I'm surprised ExcelFile and read_excel has an error like this. It pretty much makes them unusable, in my opinion.
 
Technology news on Phys.org
  • #2
Do you need 13 digits of precision? And if you do, why are you using floats?
 
  • #3
Zap said:
It pretty much makes them unusable
Is that so ?
What accuracy is required by your application ?
 
  • #4
By the way, doesn't the fact that 1 + 1e-15 - 1 =0 in Excel make the whole spreadsheet program Excel unusable in the first place ?
a
1​
b
1.00E-15​
c = a+ b
1.000000000000000000​
c-1
0.000000000000000000​
 
  • #5
I need valid data. It's not about accuracy. I don't want to upload data that is clearly an error like that. It's a data quality issue, not a precision issue.

I've tried parsing them as strings, but the same issue arises. It's a string '25.149999999999977 ' instead of the expected '25.15'.

I'm wondering if there is a way to correct this floating point error without doing something like round(), because it will not be easy to tell the computer at which decimal place to round.
 
  • #6
BvU said:
By the way, doesn't the fact that 1 + 1e-15 - 1 =0 in Excel make the whole spreadsheet program Excel unusable in the first place ?
a
1​
b
1.00E-15​
c = a+ b
1.000000000000000000​
c-1
0.000000000000000000​
Context is key here. I'm not doing calculations. I'm uploading cited data that needs to have a certain level of integrity.
 
  • #7
Excel has about 16 digits of accuracy. What kind of data has its integrity damaged by that ? and, again:
BvU said:
What accuracy is required by your application ?
Zap said:
Context is key here.
I'm really curious about the context !

Because there are solutions for many applications...
 
  • #8
It's a floating point error. I don't want 16 digits.
 
  • #9
Yes No Yes No

You still haven't explained why
 
  • #10
I don't want to upload data into a data base that is clearly an error such as a floating point error, because data quality is of upmost importance for this database, and it will be available publicly. Would you want to access a website and see that floating point error as a cited experimental measurement?
 
  • #11
I am asking if you know of a way to correct for this error. If not, then thank you for your response.
 
  • #12
Zap said:
Would you want to access a website and see that floating point error as a cited experimental measurement?
A decent website doesn't present all digits. For empirical data 16 digits is more than enough

Zap said:
I am asking if you know of a way to correct for this error.
It's not an error.

##\ ##
 
  • Like
Likes anorlunda
  • #13
It's called a floating point error because you can't represent 25.15 exactly in binary.
 
  • #14
Okay. So, in Python, '{:n}'.format( x ), where x = 25.149999999999977 evaluates to '25.15,' which solves my problem.

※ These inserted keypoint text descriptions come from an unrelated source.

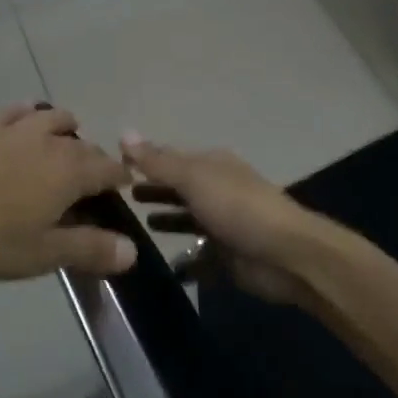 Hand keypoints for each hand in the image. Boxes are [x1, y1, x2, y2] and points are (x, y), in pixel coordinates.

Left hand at [0, 105, 134, 279]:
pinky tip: (26, 121)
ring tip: (62, 149)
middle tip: (89, 187)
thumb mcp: (42, 253)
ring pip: (57, 119)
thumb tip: (133, 251)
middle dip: (95, 162)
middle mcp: (53, 142)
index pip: (110, 170)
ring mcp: (19, 128)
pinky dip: (32, 115)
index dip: (120, 181)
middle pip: (87, 146)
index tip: (121, 192)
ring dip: (68, 132)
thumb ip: (89, 249)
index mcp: (72, 172)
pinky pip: (20, 110)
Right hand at [121, 134, 326, 304]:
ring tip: (134, 226)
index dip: (144, 160)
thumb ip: (158, 162)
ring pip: (188, 219)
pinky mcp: (227, 257)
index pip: (171, 158)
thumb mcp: (194, 178)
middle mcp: (218, 190)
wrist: (285, 255)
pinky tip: (161, 264)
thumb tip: (123, 133)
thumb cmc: (237, 208)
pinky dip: (184, 260)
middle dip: (154, 189)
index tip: (112, 167)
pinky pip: (199, 257)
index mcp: (213, 165)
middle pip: (179, 188)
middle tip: (119, 198)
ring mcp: (224, 224)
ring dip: (166, 220) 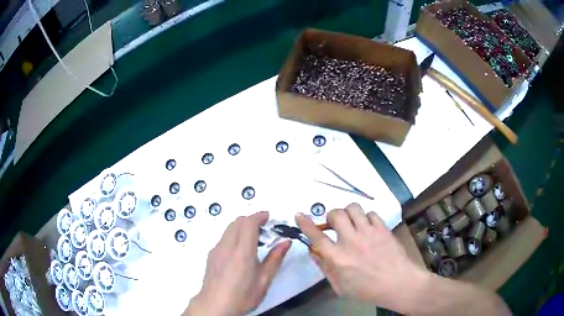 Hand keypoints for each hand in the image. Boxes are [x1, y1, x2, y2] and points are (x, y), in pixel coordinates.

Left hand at [185, 212, 291, 315]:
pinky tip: (240, 252)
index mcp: (242, 251)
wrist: (215, 305)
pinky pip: (224, 238)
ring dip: (242, 227)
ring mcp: (216, 249)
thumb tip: (286, 241)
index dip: (259, 216)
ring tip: (254, 240)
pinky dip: (234, 236)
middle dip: (251, 220)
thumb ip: (275, 258)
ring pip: (229, 228)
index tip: (269, 217)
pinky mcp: (211, 255)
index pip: (248, 223)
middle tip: (265, 229)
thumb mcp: (264, 280)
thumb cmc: (243, 295)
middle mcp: (227, 245)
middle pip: (237, 222)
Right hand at [296, 203, 427, 311]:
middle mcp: (352, 241)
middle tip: (334, 225)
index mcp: (338, 257)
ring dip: (348, 213)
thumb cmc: (367, 290)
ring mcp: (369, 232)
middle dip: (331, 216)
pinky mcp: (383, 228)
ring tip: (351, 223)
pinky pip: (371, 213)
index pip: (317, 237)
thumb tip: (313, 252)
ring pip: (354, 208)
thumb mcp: (340, 286)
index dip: (306, 224)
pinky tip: (368, 228)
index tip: (299, 215)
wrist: (398, 284)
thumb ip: (325, 268)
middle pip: (336, 214)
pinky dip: (366, 218)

Interestingly, if you do float( '{:n}'.format( x ) ), the result is 25.15, even though x = 25.149999999999977. Python has some built-in way of outputting floats exactly, even though behind the scenes the displayed value 25.15 may be stored as something like 25.1499999999999 ... I'm assuming SQL has something similar, but if I upload the data as 25.1499999999999, I will not get the clean display of 25.15. This was the original issue, and I have fixed it myself.

In a Pandas dataframe, you can apply the function lambda x : float( '{:n}'.format( float( x ) ) ) to remove floating point error.

Thanks,
Zap.
 
Last edited:
  • Like
Likes BvU
  • #15
Zap said:
It's called a floating point error because you can't represent 25.15 exactly in binary.
There are very many decimal numbers that can't be represented exactly in a finite number of binary digits. Excel is almost certainly using double precision (64 bits) to represent real numbers. Some decimal numbers, such as 0.2 or 0.1 have terminating decimal representations, but their binary representations don't terminate. As a result they get rounded and truncated to fit in 64 bits.

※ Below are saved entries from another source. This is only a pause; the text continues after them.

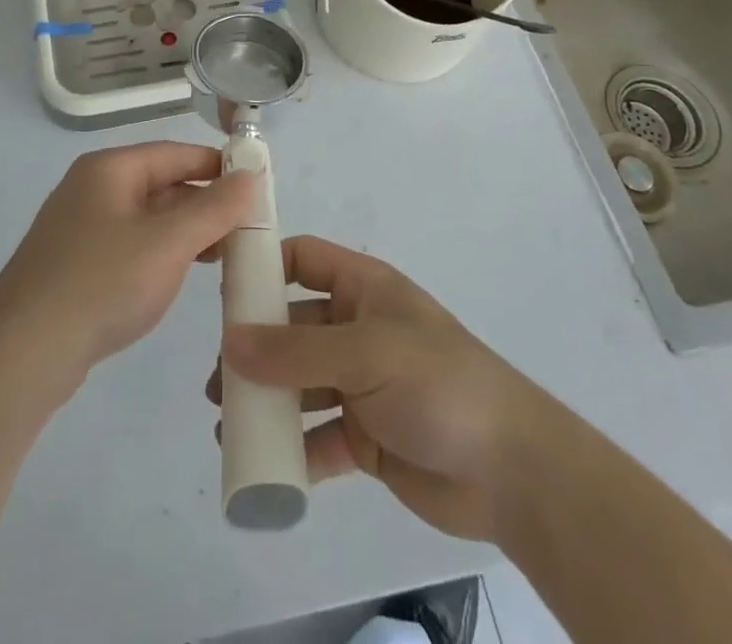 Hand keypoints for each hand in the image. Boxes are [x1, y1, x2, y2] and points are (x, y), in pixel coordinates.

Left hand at [0, 142, 255, 393]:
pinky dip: (160, 255)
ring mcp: (80, 228)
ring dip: (186, 232)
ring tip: (224, 257)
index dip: (218, 166)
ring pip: (147, 218)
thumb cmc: (101, 284)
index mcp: (109, 169)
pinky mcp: (75, 266)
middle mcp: (92, 189)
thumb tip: (250, 176)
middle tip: (247, 230)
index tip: (257, 188)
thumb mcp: (168, 243)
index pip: (176, 153)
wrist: (21, 355)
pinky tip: (180, 277)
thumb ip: (214, 208)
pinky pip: (130, 246)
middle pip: (161, 183)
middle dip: (205, 205)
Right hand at [211, 236, 549, 542]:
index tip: (222, 290)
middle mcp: (358, 330)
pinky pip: (317, 436)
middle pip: (294, 326)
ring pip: (300, 384)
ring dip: (267, 401)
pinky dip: (292, 450)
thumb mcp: (366, 353)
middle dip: (255, 348)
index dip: (265, 266)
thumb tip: (230, 341)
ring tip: (228, 421)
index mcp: (364, 290)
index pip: (305, 260)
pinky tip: (264, 466)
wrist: (511, 471)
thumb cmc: (437, 383)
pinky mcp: (366, 437)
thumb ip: (297, 350)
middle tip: (219, 377)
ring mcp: (362, 385)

This is a common problem in virtually all programming languages, particularly Fortran, C, and C++. Some languages, such as C#, have a Decimal class that can maintain higher precision for use by financial applications. Java has a DecimalFormat that can be used to deal with the same kind of problem. I'm not an expert in Java, so it could be that some other class or package can be used.
 
  • Like
Likes BvU and lomidrevo
  • #16
I understand what is a floating point error. I was looking for a fix. Typically, Python auto corrects the display of floating point numbers, unless they are the result of a calculation or are otherwise not displayed exactly. To display a floating point number exactly, you can simply apply the function below, which will display 25.149999999999977 as 25.15 and totally solves my problem.

Python:
fix_float_error = lambda x : float( '{:n}'.format( x ) )
 
  • #17
Zap said:
I understand what is a floating point error. I was looking for a fix. Typically, Python auto corrects the display of floating point numbers, unless they are the result of a calculation or are otherwise not displayed exactly. To display a floating point number exactly, you can simply apply the function below, which will display 25.149999999999977 as 25.15 and totally solves my problem.

Python:
fix_float_error = lambda x : float( '{:n}'.format( x ) )

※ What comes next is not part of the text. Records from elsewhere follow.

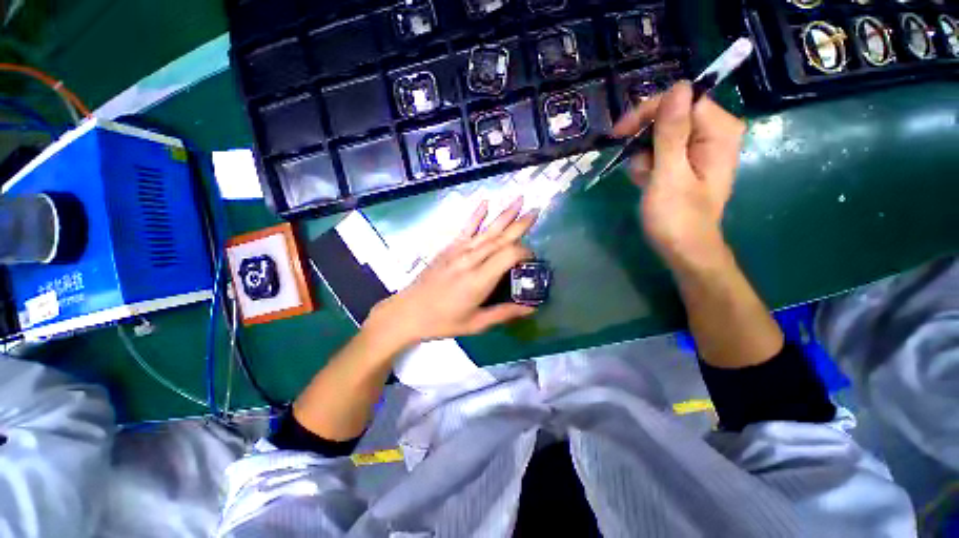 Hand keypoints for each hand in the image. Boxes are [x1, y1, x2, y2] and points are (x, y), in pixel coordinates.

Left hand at [364, 197, 537, 348]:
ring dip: (504, 215)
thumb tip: (530, 309)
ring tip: (519, 200)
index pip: (508, 255)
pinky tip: (485, 203)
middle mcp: (470, 260)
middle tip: (536, 211)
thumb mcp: (475, 324)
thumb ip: (504, 313)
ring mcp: (458, 251)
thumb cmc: (442, 321)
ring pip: (486, 230)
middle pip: (500, 238)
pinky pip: (466, 228)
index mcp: (479, 279)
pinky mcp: (448, 248)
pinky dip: (476, 215)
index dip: (524, 253)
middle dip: (519, 225)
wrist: (408, 312)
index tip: (532, 259)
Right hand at [612, 81, 745, 270]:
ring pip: (661, 135)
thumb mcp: (670, 175)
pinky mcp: (687, 161)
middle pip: (671, 115)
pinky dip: (648, 165)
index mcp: (719, 131)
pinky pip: (661, 150)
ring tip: (645, 180)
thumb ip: (672, 133)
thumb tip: (676, 87)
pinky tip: (646, 182)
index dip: (650, 112)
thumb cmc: (677, 217)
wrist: (683, 249)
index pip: (682, 99)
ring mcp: (699, 148)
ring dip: (644, 156)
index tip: (621, 132)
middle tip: (637, 165)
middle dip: (646, 140)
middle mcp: (713, 133)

Isn't that just rounding the numbers like like you suggested doing yourself. It is possible it will erroniously truncate some numbers. And converting the formatted string of the rounded float back to float won't help.

Python:
>>> x = 10.15
>>> print(x)
10.15
>>> format(x,'.60g')
'10.1500000000000003552713678800500929355621337890625'
>>> x = float( '{:n}'.format( x ) )
>>> format(x, '.60g')
'10.1500000000000003552713678800500929355621337890625'
>>> y = 10.00000000000000001
>>> print(y)
10.0
>>> '{:n}'.format( y )
'10'

Do you have access to the correct numbers? If so, why not store them as strings?
 
Last edited:
  • #18
If I simply convert it to a string, or try to parse the data as strings, the pandas Excel parser gives '25.149999999999977' instead of ' 25.15.' Additionally, I want to store these values as double data types in SQL. So, strings will not work. SQL has some way of representing 25.15 exactly, just as Python does, but it will not represent the number as 25.15 if I upload it as 25.149999999999977.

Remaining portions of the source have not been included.